Growth is expected but innovation is largely left to take care of itself

The healthcare industry may be going through a period of uncertainty and tremendous transformation, but some CEOs of healthcare companies are expressing confidence in the future.

Twenty-eight percent of healthcare executives are “significantly more confident” than they were a year ago about growth in the healthcare industry and 41 percent are “somewhat more confident,” according to professional services company KPMG.

A CEO survey from KPMG took the temperature of 400 executives across a number of industries in the U.S. Sixty-one of those surveyed executives are from the healthcare industry. They represent a range of fields, from biotech to health systems, and run companies with more than $500 million in revenue.

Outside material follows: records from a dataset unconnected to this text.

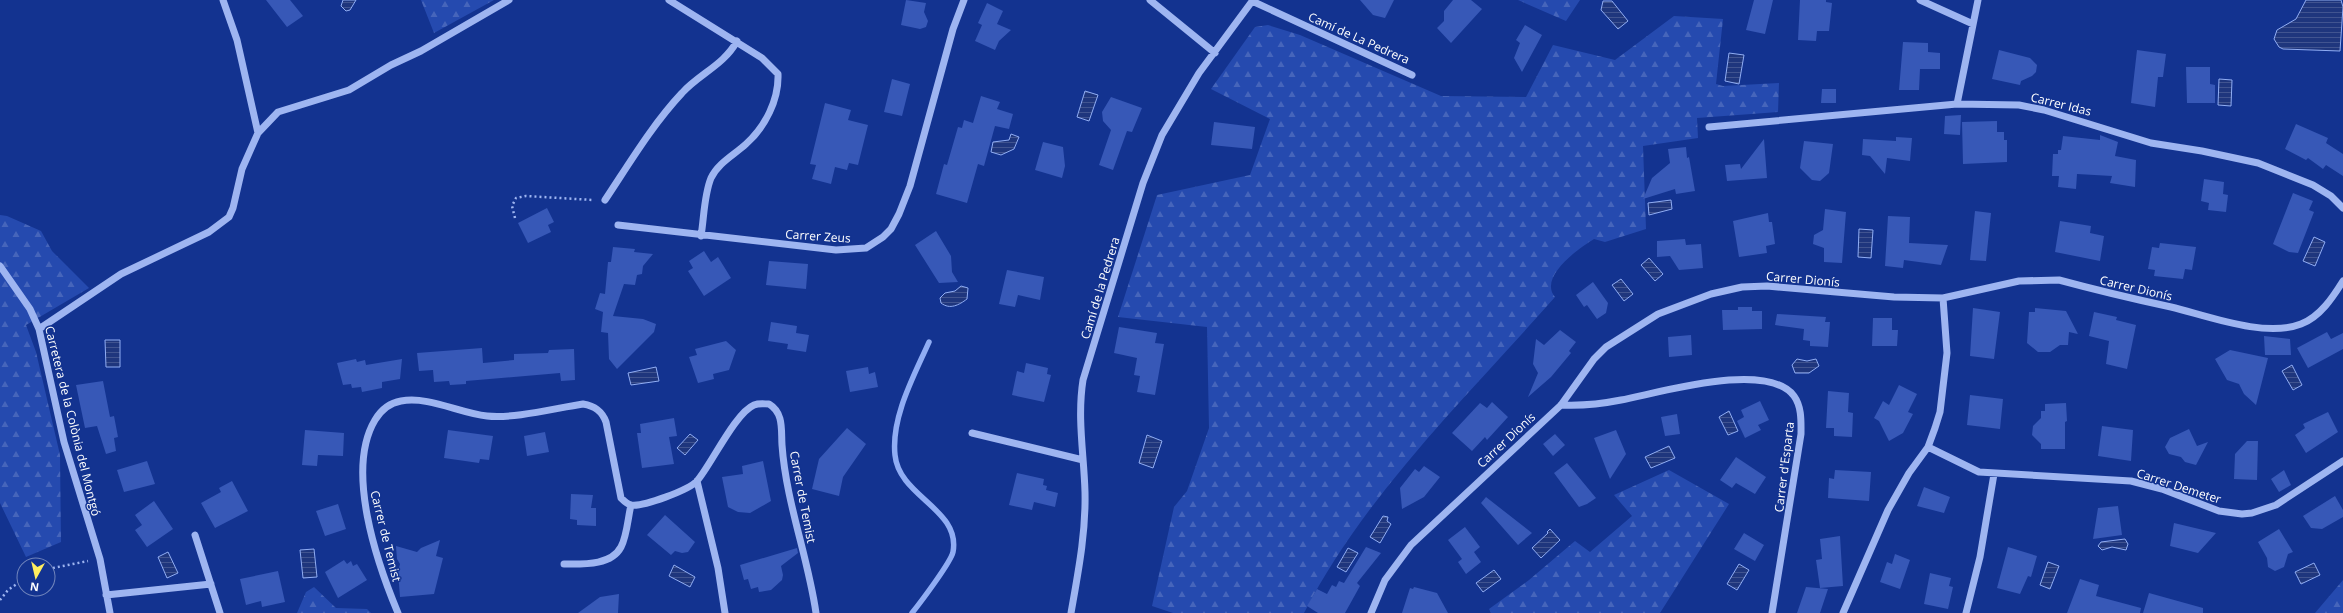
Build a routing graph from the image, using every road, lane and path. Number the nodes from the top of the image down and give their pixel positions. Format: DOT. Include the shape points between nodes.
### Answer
graph roads {
  1 [pos="223,0"];
  2 [pos="509,0"];
  3 [pos="669,0"];
  4 [pos="964,0"];
  5 [pos="1150,0"];
  6 [pos="1920,0"];
  7 [pos="1978,0"];
  8 [pos="1252,1"];
  9 [pos="1973,24"];
  10 [pos="737,41"];
  11 [pos="1214,53"];
  12 [pos="1412,74"];
  13 [pos="1957,104"];
  14 [pos="1709,127"];
  15 [pos="258,133"];
  16 [pos="605,200"];
  17 [pos="2343,208"];
  18 [pos="515,218"];
  19 [pos="618,225"];
  20 [pos="701,236"];
  21 [pos="0,266"];
  22 [pos="2343,281"];
  23 [pos="1943,298"];
  24 [pos="39,329"];
  25 [pos="1561,405"];
  26 [pos="972,434"];
  27 [pos="1928,447"];
  28 [pos="1083,460"];
  29 [pos="2343,461"];
  30 [pos="1994,474"];
  31 [pos="697,481"];
  32 [pos="631,505"];
  33 [pos="195,535"];
  34 [pos="100,559"];
  35 [pos="564,564"];
  36 [pos="56,567"];
  37 [pos="16,584"];
  38 [pos="211,584"];
  39 [pos="106,595"];
  40 [pos="0,600"];
  41 [pos="110,613"];
  42 [pos="220,613"];
  43 [pos="398,613"];
  44 [pos="725,613"];
  45 [pos="816,613"];
  46 [pos="1071,613"];
  47 [pos="1371,613"];
  48 [pos="1772,613"];
  49 [pos="1843,613"];
  50 [pos="1966,613"];
  1 -- 15 [label="street" via="237,40"];
  2 -- 15 [label="street" via="349,90 278,112"];
  3 -- 10 [label="street"];
  4 -- 20 [label="street, Carrer Zeus" via="953,29 910,186 899,214 883,237 866,248 836,250"];
  5 -- 11 [label="street"];
  6 -- 9 [label="street"];
  7 -- 9 [label="street"];
  8 -- 11 [label="street, Camí de la Pedrera"];
  8 -- 12 [label="street, Camí de La Pedrera"];
  9 -- 13 [label="street"];
  10 -- 16 [label="street" via="730,54 681,93 635,154"];
  10 -- 20 [label="street" via="774,67 778,74 777,90 770,111 759,130 724,161 711,178"];
  11 -- 28 [label="street, Camí de la Pedrera" via="1162,135 1149,165 1083,380 1080,409"];
  13 -- 14 [label="street, Carrer Idas"];
  13 -- 17 [label="street, Carrer Idas" via="2019,105 2044,110 2151,143 2258,163 2313,185 2331,196"];
  15 -- 24 [label="street" via="242,168 233,208 222,224 165,255 121,274"];
  16 -- 18 [label="path" via="526,196 516,198 512,206"];
  19 -- 20 [label="street, Carrer Zeus"];
  21 -- 24 [label="street, Carretera de la Colònia del Montgó" via="30,309"];
  22 -- 23 [label="street, Carrer Dionís" via="2316,315 2302,324 2281,328 2244,325 2059,280 2019,280"];
  23 -- 25 [label="street, Carrer Dionís" via="1767,286 1721,291 1658,314 1606,347 1594,359"];
  23 -- 27 [label="street" via="1947,353 1940,412"];
  24 -- 34 [label="street, Carretera de la Colònia del Montgó" via="64,442"];
  25 -- 47 [label="street, Carrer Dionís" via="1411,545 1385,580"];
  25 -- 48 [label="street, Carrer d'Esparta" via="1592,405 1689,386 1742,379 1761,380 1777,385 1794,396 1800,410 1800,434"];
  26 -- 28 [label="street"];
  27 -- 30 [label="street, Carrer Demeter" via="1967,468"];
  27 -- 49 [label="street" via="1909,473 1888,510"];
  28 -- 46 [label="street, Camí de la Pedrera" via="1084,530"];
  29 -- 30 [label="street, Carrer Demeter" via="2276,505 2242,514 2219,511 2162,489 2131,481"];
  30 -- 50 [label="street" via="1980,557"];
  31 -- 32 [label="street, Carrer de Temist" via="687,488 648,502"];
  31 -- 44 [label="street" via="718,568"];
  31 -- 45 [label="street, Carrer de Temist" via="718,447 753,406 769,404 777,410 781,423 787,483"];
  32 -- 35 [label="street" via="622,546 617,552 602,560"];
  32 -- 43 [label="street, Carrer de Temist" via="618,493 606,422 604,416 593,406 584,404 489,416 410,400 391,404 378,415 368,434 362,470 364,496 372,531 389,593"];
  33 -- 38 [label="street"];
  34 -- 36 [label="path"];
  34 -- 39 [label="street, Carretera de la Colònia del Montgó"];
  37 -- 40 [label="path"];
  38 -- 39 [label="street"];
  38 -- 42 [label="street"];
  39 -- 41 [label="street, Carretera de la Colònia del Montgó"];
}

Among the survey’s results are these revelations:

  • 85 percent of the surveyed healthcare executives expect to expand hiring in the next three years. A majority of those executives indicated that hiring growth in the next three years will increase between 6 percent and 10 percent.
  • 34 percent of CEOs said they are considering spending more time with government officials and regulators.
  • Thirty-three percent said their organization has no formal, company-wide process for innovation nor has any plans on developing such a process. 20 percent said their company has a process and has begun implementation and 11 percent said their process is fully developed and under way.
  • Most innovation is driven by an executive team or from the bottom up rather than by the CEOs. Improving existing products or services and improving year-over-year growth and profitability are the two largest drivers of innovation.
  • CEOs said the top barriers to innovation are rapidly changing customer dynamics, budget constraints and a lack of a formal innovation process or plan.